History: We find it spoken of in the old herbals as possessing wonderful powers, but it has been abandoned as a dangerous remedy for internal use. Culpepper speaks strongly of the 'rank poisonous' qualities of Dog's Mercury, and adds, with some contempt: 'The common herbals, as Gerarde's and Parkinson's, instead of cautioning their readers against the use of this plant, after some trifling, idle observations upon the qualities of Mercurys in general, dismiss the article without noticing its baneful effects. Other writers, more accurate, have done this; but they have written in Latin, a language not very likely to inform those who stand most in need of this caution.' It derives its name from the legend that its medicinal virtues were revealed by the god Mercury. The Greeks called it Mercury's Grass. The French call it La Mercuriale, the Italians, Mercorella. The name Dog's Mercury or Dog's Cole, was probably given it because of its inferiority from an edible point of view, either to the Annual, or Garden Mercury, or to a plant known to the older herbalists as English Mercury, which was sometimes eaten in this country and some parts of the Continent as a substitute for that vegetable. The prefix 'Dog' was often given to wild-flowers that were lacking in scent or other properties of allied species - as, for instance, Dog Violet, Dog Rose, etc.

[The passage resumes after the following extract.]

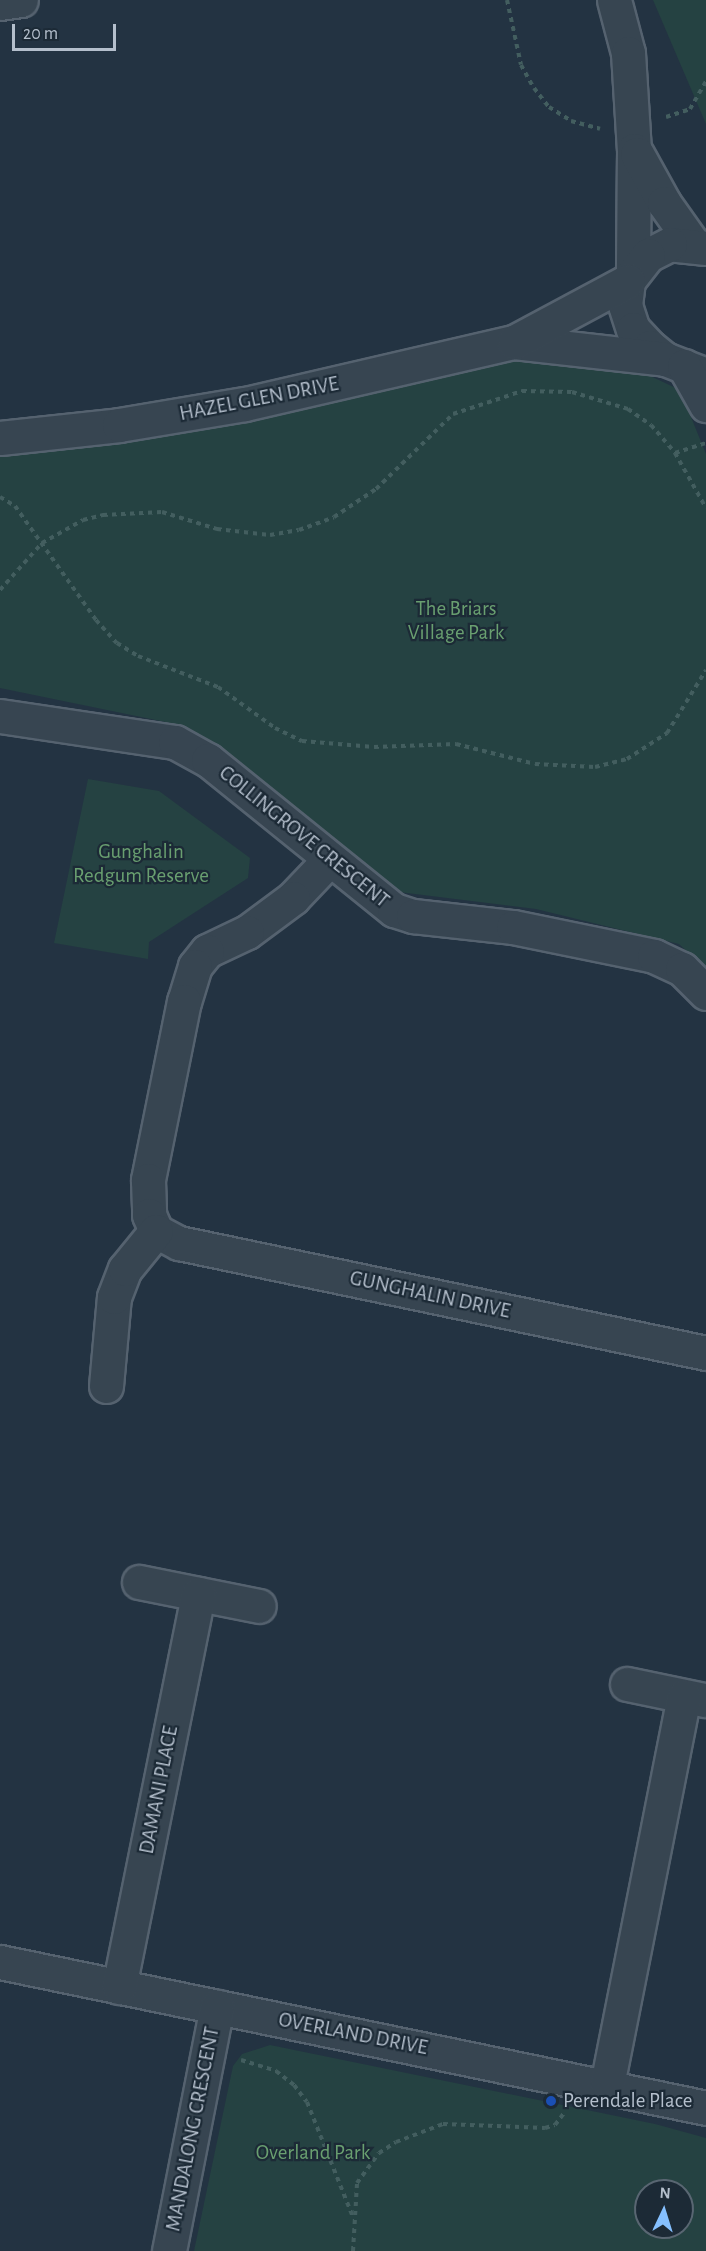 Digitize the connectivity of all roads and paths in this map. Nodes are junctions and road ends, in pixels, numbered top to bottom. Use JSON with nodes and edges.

That Dog's Mercury has been eaten in mistake for Good King Henry, with unfortunate results, we know from the report of Ray, one of the earliest of English naturalists, who relates that when boiled and eaten with fried bacon in error for this English spinach, it produced sickness, drowsiness and twitching. In another instance, when it was collected and boiled in soup by some vagrants, all partaking of it exhibited the ordinary symptoms of narcotic and irritant poisoning, two children dying on the following day.
The fact that some old books recommend Dog's Mercury as a good potherb arose probably from confusing it with the less harmful annual species, called by Gerard the French or Garden Mercury.
Medicinal Action and Uses: Hippocrates commended this herb for women's diseases, used externally, as did also Culpepper, who says it is good for sore and watering eyes and deafness and pains in the ears. He advises the use of it, also, as a decoction, 'made with water and a cock chicken,' for hot fits of ague. It has been employed for jaundice and as a purgative.
The juice of the whole plant, freshly collected when in flower, mixed with sugar or with vinegar, is recommended externally for warts, and for inflammatory and discharging sores, and also, applied as a poultice, to swellings and to cleanse old sores.
A lotion is made from the plant for antiseptic external dressings, to be used in the same manner as carbolic.
The juice has also been used as a nasal douche for catarrh.
When steeped in water, the leaves and stems of the plant give out a fine blue colour, resembling indigo. This colouring matter is turned red by acids and destroyed by alkalis, but is otherwise permanent, and might prove valuable as a dye, if any means of fixing the colour could be devised. The stems are of a bright metallic blue, like indigo, and those that run into the ground have the most colouring matter.